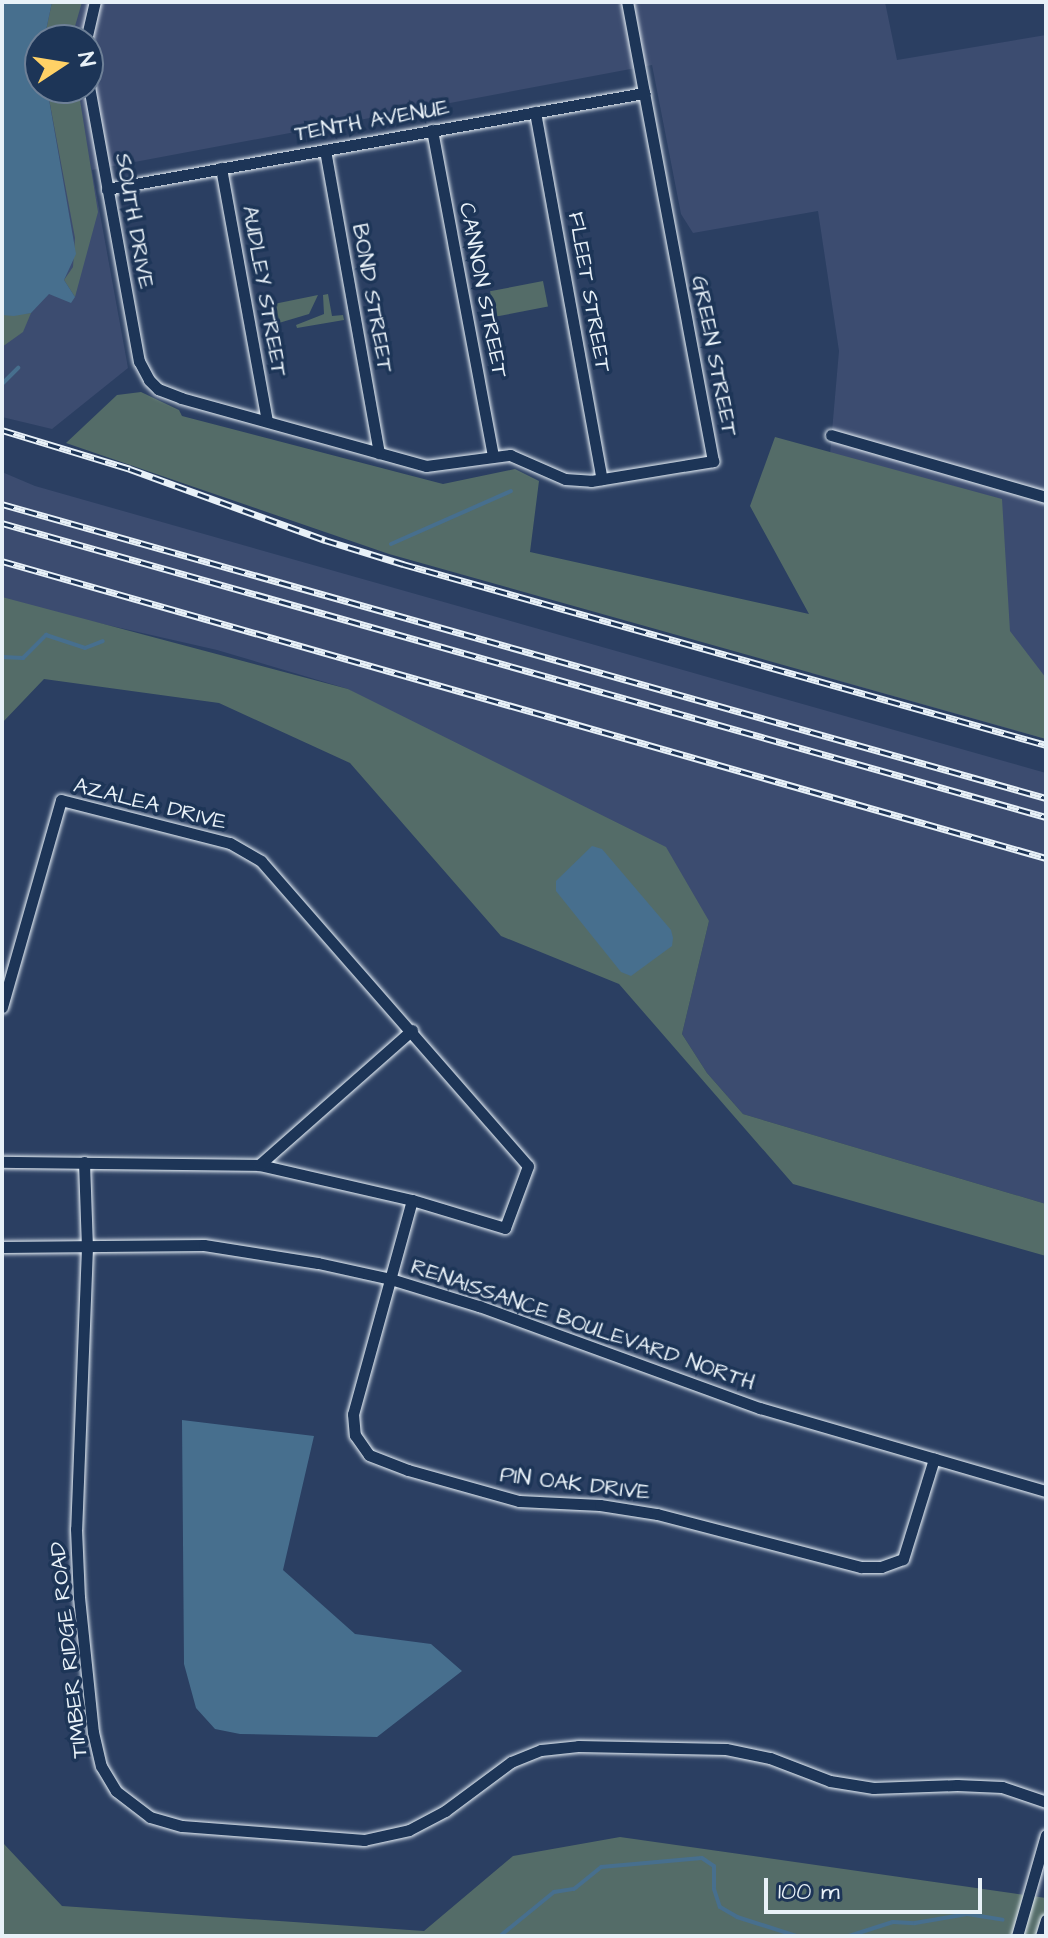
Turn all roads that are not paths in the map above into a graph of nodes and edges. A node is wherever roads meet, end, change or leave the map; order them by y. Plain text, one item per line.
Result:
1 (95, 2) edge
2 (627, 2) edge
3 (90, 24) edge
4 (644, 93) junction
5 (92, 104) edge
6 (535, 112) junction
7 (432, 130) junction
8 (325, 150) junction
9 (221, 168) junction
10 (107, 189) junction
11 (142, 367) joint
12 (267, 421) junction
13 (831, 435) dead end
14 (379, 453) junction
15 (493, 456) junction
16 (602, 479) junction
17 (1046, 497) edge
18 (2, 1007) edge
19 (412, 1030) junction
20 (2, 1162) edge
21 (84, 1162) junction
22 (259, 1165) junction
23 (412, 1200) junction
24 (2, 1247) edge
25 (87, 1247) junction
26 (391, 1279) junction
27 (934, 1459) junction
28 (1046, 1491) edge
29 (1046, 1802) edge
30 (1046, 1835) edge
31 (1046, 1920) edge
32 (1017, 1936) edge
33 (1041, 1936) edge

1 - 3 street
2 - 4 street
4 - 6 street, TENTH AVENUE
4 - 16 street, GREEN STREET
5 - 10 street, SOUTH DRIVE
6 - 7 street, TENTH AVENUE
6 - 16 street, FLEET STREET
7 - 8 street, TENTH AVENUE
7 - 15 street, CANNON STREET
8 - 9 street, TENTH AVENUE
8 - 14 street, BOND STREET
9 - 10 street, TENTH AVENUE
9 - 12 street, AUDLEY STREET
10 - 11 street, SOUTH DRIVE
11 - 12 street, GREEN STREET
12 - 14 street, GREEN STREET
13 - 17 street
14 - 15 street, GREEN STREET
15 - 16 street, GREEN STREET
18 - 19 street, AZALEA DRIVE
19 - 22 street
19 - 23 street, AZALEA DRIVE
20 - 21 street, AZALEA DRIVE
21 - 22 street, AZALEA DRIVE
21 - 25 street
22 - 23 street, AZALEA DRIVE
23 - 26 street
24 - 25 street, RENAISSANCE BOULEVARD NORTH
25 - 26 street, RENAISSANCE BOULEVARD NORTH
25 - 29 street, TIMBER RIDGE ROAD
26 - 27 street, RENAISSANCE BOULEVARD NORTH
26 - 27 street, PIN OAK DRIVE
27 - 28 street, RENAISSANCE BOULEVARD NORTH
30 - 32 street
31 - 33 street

○ ○ ○ ○ ○ ○ ○

_TASK INSTRUCTIONS_. The expected answer is the complete set of entries, copied verbatim, with no pictures.

_WRITTEN RESPONSE_.
Turn all roads that are not paths in the map above into a graph of nodes and edges. A node is wherever roads meet, end, change or leave the map; order them by y. Plain text, one item per line.
Result:
1 (95, 2) edge
2 (627, 2) edge
3 (90, 24) edge
4 (644, 93) junction
5 (92, 104) edge
6 (535, 112) junction
7 (432, 130) junction
8 (325, 150) junction
9 (221, 168) junction
10 (107, 189) junction
11 (142, 367) joint
12 (267, 421) junction
13 (831, 435) dead end
14 (379, 453) junction
15 (493, 456) junction
16 (602, 479) junction
17 (1046, 497) edge
18 (2, 1007) edge
19 (412, 1030) junction
20 (2, 1162) edge
21 (84, 1162) junction
22 (259, 1165) junction
23 (412, 1200) junction
24 (2, 1247) edge
25 (87, 1247) junction
26 (391, 1279) junction
27 (934, 1459) junction
28 (1046, 1491) edge
29 (1046, 1802) edge
30 (1046, 1835) edge
31 (1046, 1920) edge
32 (1017, 1936) edge
33 (1041, 1936) edge

1 - 3 street
2 - 4 street
4 - 6 street, TENTH AVENUE
4 - 16 street, GREEN STREET
5 - 10 street, SOUTH DRIVE
6 - 7 street, TENTH AVENUE
6 - 16 street, FLEET STREET
7 - 8 street, TENTH AVENUE
7 - 15 street, CANNON STREET
8 - 9 street, TENTH AVENUE
8 - 14 street, BOND STREET
9 - 10 street, TENTH AVENUE
9 - 12 street, AUDLEY STREET
10 - 11 street, SOUTH DRIVE
11 - 12 street, GREEN STREET
12 - 14 street, GREEN STREET
13 - 17 street
14 - 15 street, GREEN STREET
15 - 16 street, GREEN STREET
18 - 19 street, AZALEA DRIVE
19 - 22 street
19 - 23 street, AZALEA DRIVE
20 - 21 street, AZALEA DRIVE
21 - 22 street, AZALEA DRIVE
21 - 25 street
22 - 23 street, AZALEA DRIVE
23 - 26 street
24 - 25 street, RENAISSANCE BOULEVARD NORTH
25 - 26 street, RENAISSANCE BOULEVARD NORTH
25 - 29 street, TIMBER RIDGE ROAD
26 - 27 street, RENAISSANCE BOULEVARD NORTH
26 - 27 street, PIN OAK DRIVE
27 - 28 street, RENAISSANCE BOULEVARD NORTH
30 - 32 street
31 - 33 street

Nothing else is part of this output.